Those Pesky Martians

In 1938, Orson Welles directed a radio theatre adaptation of H.G. Wells's classic sci-fi horror novel The War of the Worlds. Some people turned on their radios in the middle of the broadcast, mistook the story for an actual news report on an actual, present, invasion of hostile Martians, and panicked. It seems silly, until you see, or, rather, hear, award-winning New York performance art company Radiotheatre's newest adaptation of The War of the Worlds, written and directed by Radiotheatre's chief innovator Dan Bianchi. The voice of the newscaster, reporting, he says, from the site of the Martian touchdown in Port Jefferson, Long Island, sounds hauntingly like an actual 1930s radio journalist. The sound effects easily suggest visuals, and the story is as horrific as in the original.

Radiotheatre's signature performance style -- on-book readings accompanied by vividly evocative, masterfully layered sounds effects and rousing, movie-score instrumental music -- makes the piece emotionally engaging and viscerally chilling while appearing a blatant theatrical illusion.

While communicating what all the fuss was about back in 1938, this adaptation also incorporates some distinctly modern, specifically post-9-11 touches. Its main concern is not how the humans resist the aliens as how the horror of murderous invasion changes them, causing widespread panic and making the nameless, Everyman hero, voiced by Frank Zilinyi, do something that, before the landing, would have seemed unthinkable. Part of Radiotheatre's HG Wells Science Fiction Theatre Festival, The War of the Worlds plays at 59E59 Theatres in repertoire with three other Radiotheatre pieces.

The cast wears a uniform of nondescript black clothes, and the set is almost as noncommunicative: a backlit sign that says "Radiotheatre," a pile of pseudo-antique travel trunks, a few portable flashing lights, and, enshrined on top of one of the trunks, a small photo of Orson Welles. The sound effects, on the other hand, are complex, paramount, and perfect. The Martians' mechanical walking "tripods" tramp into and out of earshot, their sinister machinery whirring, squeaking, and shrieking. Our hero runs through muck, cracks open creaky wooden doors, and scurries around his hiding places. Pounding music heightens the adrenaline rush and signals the approach of the dangerous Martians, and dangerously panicked people. Kinder music underscores the return of daylight, peace, and hope.

The large ensemble bring several distinct human characters to life. Supporting Zilinyi are Peter Iasillo as a Martian-shocked soldier who fantasises about a resistance movement based on the behaviour of New York City's rat population; Elizabeth Burke as the hero's rather naive wife; Cash Tilton as an ineffectual Senator; and Patrick O'Connor as an eccentric medical researcher.

Most compelling is the versatile R. Patrick Alberty, double-cast as the lone radio journalist who keeps reporting even when he fears he is the last human alive and an obnoxious minister who can't decide if the Martian's bright death ray is Satan or a vengeful yet radiant God.

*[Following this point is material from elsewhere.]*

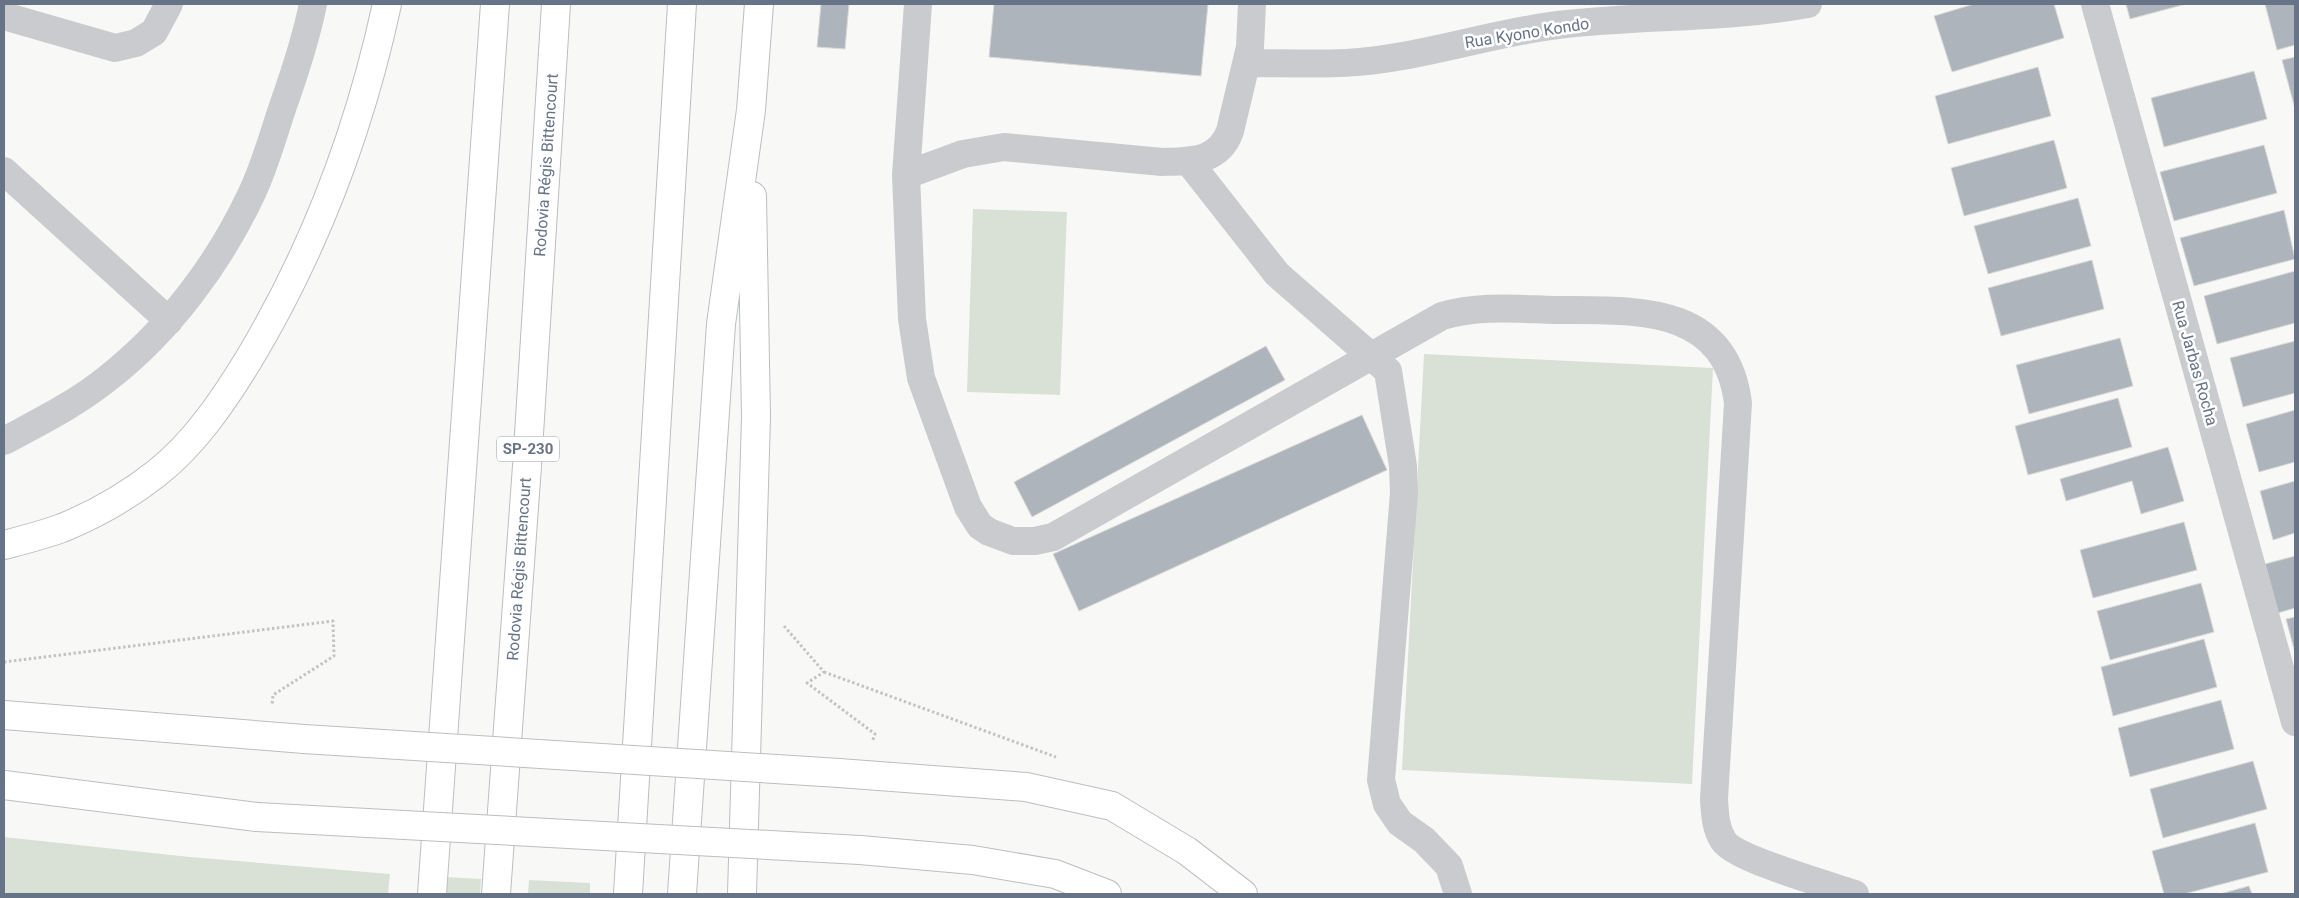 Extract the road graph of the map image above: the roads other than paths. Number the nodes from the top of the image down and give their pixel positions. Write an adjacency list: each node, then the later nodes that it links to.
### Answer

Comparisons with the recent War of the Worlds film, starring Tom Cruise, are inevitable. The play engages with the issues of psychology, philosophy, and ethics that Wells incorporated into his tale; issues that the movie completely ignores.

Radiotheatre's The War of the Worlds concludes with an epilogue that alludes strongly to the world of the original broadcast, and the threat of imminent war that, in 1938, was anything but fantasy. This play should appeal to a range of audience: fans of science fiction, fantasy, horror, and American cultural history, but also anyone for whom daydreams and nightmares prove engrossing pieces of theatre.